As the missing 15-year-old Sufiah Yusof complains of 'emotional abuse', Zahra Akkerhuys asks: Should child prodigies be studying in our city?
Going to university has become a modern-day rite of passage, writes Zahra Akkerhuys. The chance for young adults to meet hundreds of like-minded individuals, work hard and play hard in a world removed from the stresses of working for a living.
But child prodigies such as the missing 15-year-old St Hilda's student Sufiah Yusof and Ruth Lawrence, who graduated from Oxford University in 1986, have a totally different experience of life at university. Indeed, Yusof's experience is as much tied up in an environment of bitterness and anger as the world of academia. In an emotional e-mail sent to her parents yesterday, she vowed never to return home after alleging she'd put up with "15 years of physical and emotional abuse."
Yusof and Lawrence's genius inevitably segregates them from their peers and often their siblings and they become more at ease in the company of adults than with other children.
Yet when these gifted children are admitted to institutions such as Oxford University they are suddenly plunged into a world many feel they are not ready for.
Their young age inevitably isolates them from their fellow students, and communication with them is difficult. Many fellow students who have studied with young prodigies have talked of their academic brilliance but also their startling isolation a lack of understanding of social situations and a poor grip on communication skills. Even university officials concede that there can be problems. A spokeswoman says: "There is no question that these children are intellectually ready for their courses but there is a great gap in the maturity of a 13-year-old and an 18-year-old.
"They are children in an adult environment. It is hard to understand exactly how they respond to it.
"In centuries gone by children in their early teens were admitted but that procedure changed as the education system evolved in this country."
Despite their intellectual prowess they are still children and their parents, whose driving ambition is usually responsible for the fact the child is at university in the first place, end up shadowing their every move giving them little opportunity to grow in a normal way.
The atmosphere can end up becoming stifling as the youngsters witness those around them enjoying the freedom that they know they will never have.
Could this have contributed to Sufiah Yusof's disappearance?
Professor David Robertson, dean of St Hugh's, the Oxford college from which Ruth Lawrence graduated, has spoken out about admitting youngsters at an early age. He believes that in the long run it could do more harm than good.
He says: "Given the enormous range of problems ordinary undergraduates struggle through, not always without permanent harm in the high-pressure environment of a top university, it would be improbable if the 'prodigies' didn't suffer, invisibly and fairly horribly.

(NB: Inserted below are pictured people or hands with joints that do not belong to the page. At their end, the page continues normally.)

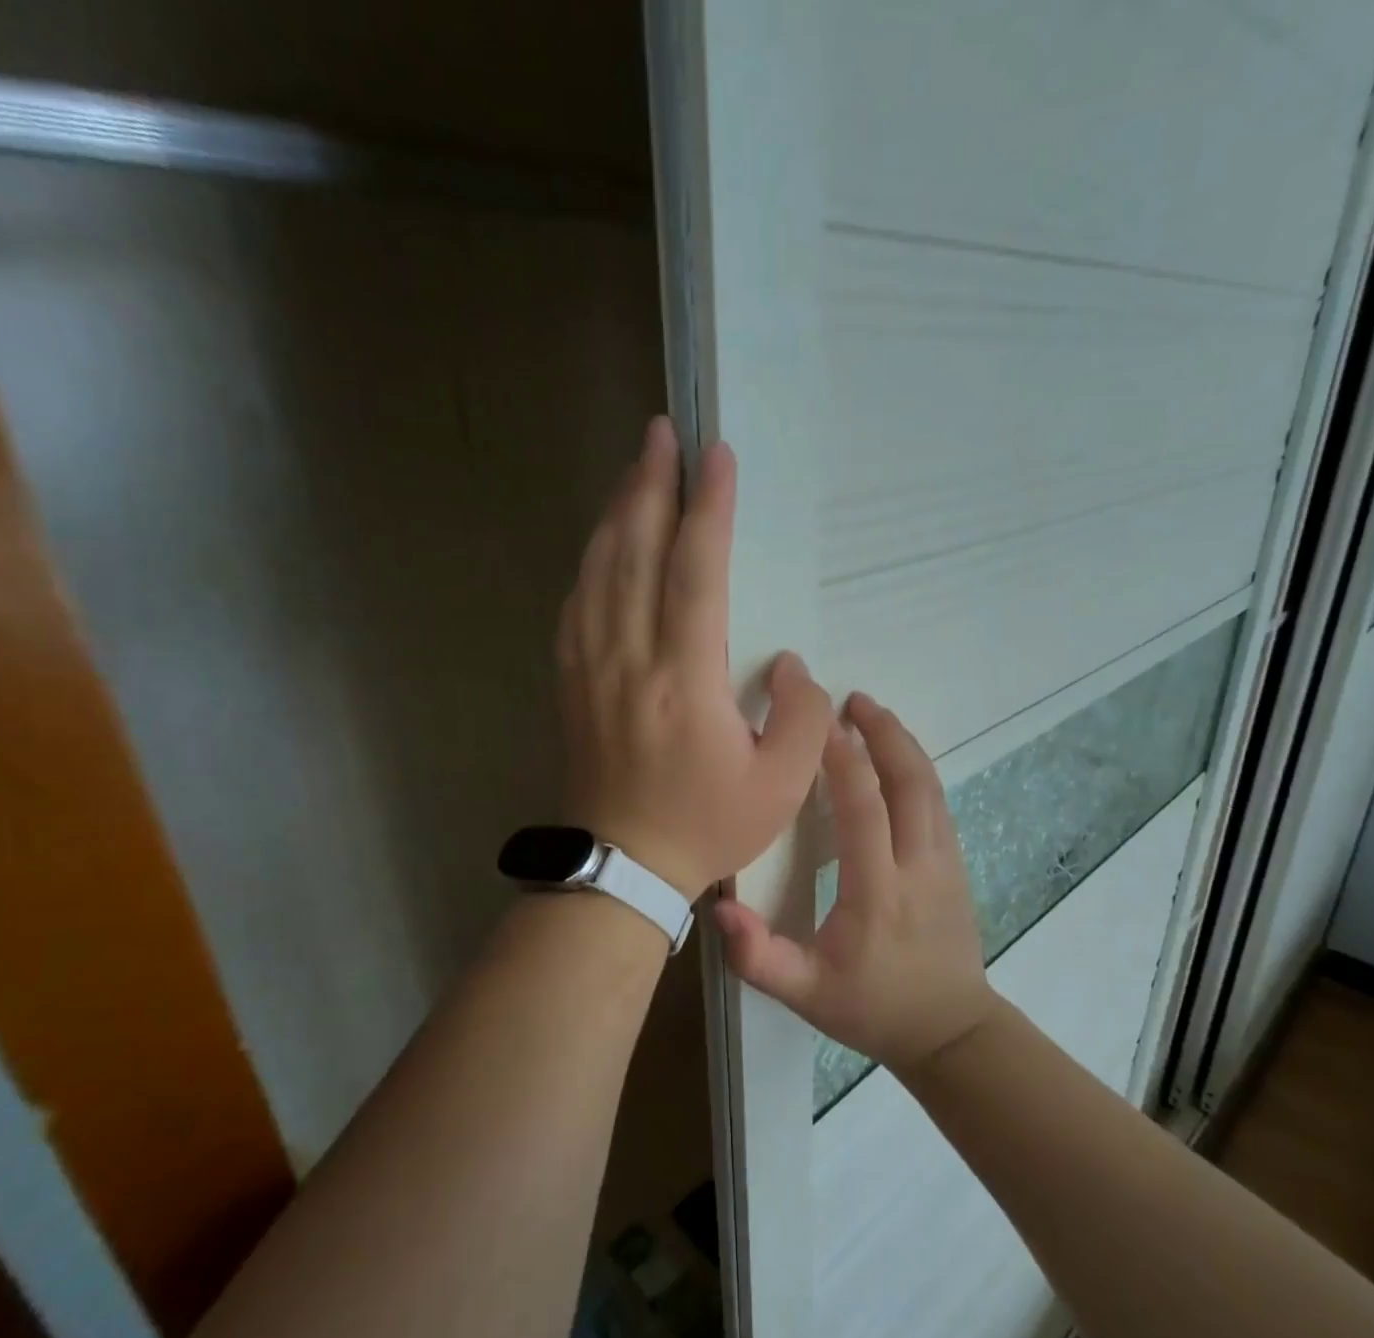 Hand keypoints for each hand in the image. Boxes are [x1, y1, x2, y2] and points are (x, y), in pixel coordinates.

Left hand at [557, 417, 832, 899]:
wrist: (621, 866)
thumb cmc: (706, 827)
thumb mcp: (780, 786)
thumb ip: (803, 718)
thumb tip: (791, 665)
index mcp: (684, 680)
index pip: (694, 572)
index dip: (708, 508)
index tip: (718, 456)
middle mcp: (630, 659)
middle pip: (634, 552)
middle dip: (650, 485)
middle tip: (662, 434)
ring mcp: (591, 668)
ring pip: (598, 570)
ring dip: (617, 512)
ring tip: (636, 470)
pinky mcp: (570, 682)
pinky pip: (576, 605)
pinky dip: (591, 562)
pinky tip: (602, 542)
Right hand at [714, 692, 997, 1069]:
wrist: (951, 1031)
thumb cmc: (872, 1009)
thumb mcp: (806, 995)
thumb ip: (759, 957)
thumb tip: (720, 909)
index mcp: (878, 891)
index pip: (863, 806)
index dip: (841, 758)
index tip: (816, 722)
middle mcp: (919, 865)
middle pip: (908, 781)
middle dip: (881, 732)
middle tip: (850, 699)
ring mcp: (946, 862)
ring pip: (930, 786)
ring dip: (902, 743)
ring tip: (872, 713)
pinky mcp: (957, 865)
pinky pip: (938, 802)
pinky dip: (917, 768)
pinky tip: (896, 756)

"In practice, child prodigies can only get through universities by effectively not being there.
"They do not experience undergraduate life: having been cheated of the joys as well as the tribulations of the later school years, they go on to skip another formative experience. They jump from a probably rather restricted childhood to a technically superbly trained young adulthood. And that is the problem."
The child prodigies who have studied at Oxford University have invariably chosen maths or science-based courses underlining the idea that a certain degree of life experience is required to study arts-based courses.
The principal of Harris Manchester College, which only admits mature students, Dr Ralph Waller, says: "We deal with older students and feel that if you are studying subjects such as English, History or Theology it's helpful to bring an experience of life to it. "In some respects it's true to say the older the better. It is only very occasionally that you get a young student who is quite brilliant at an arts subject at a very early age."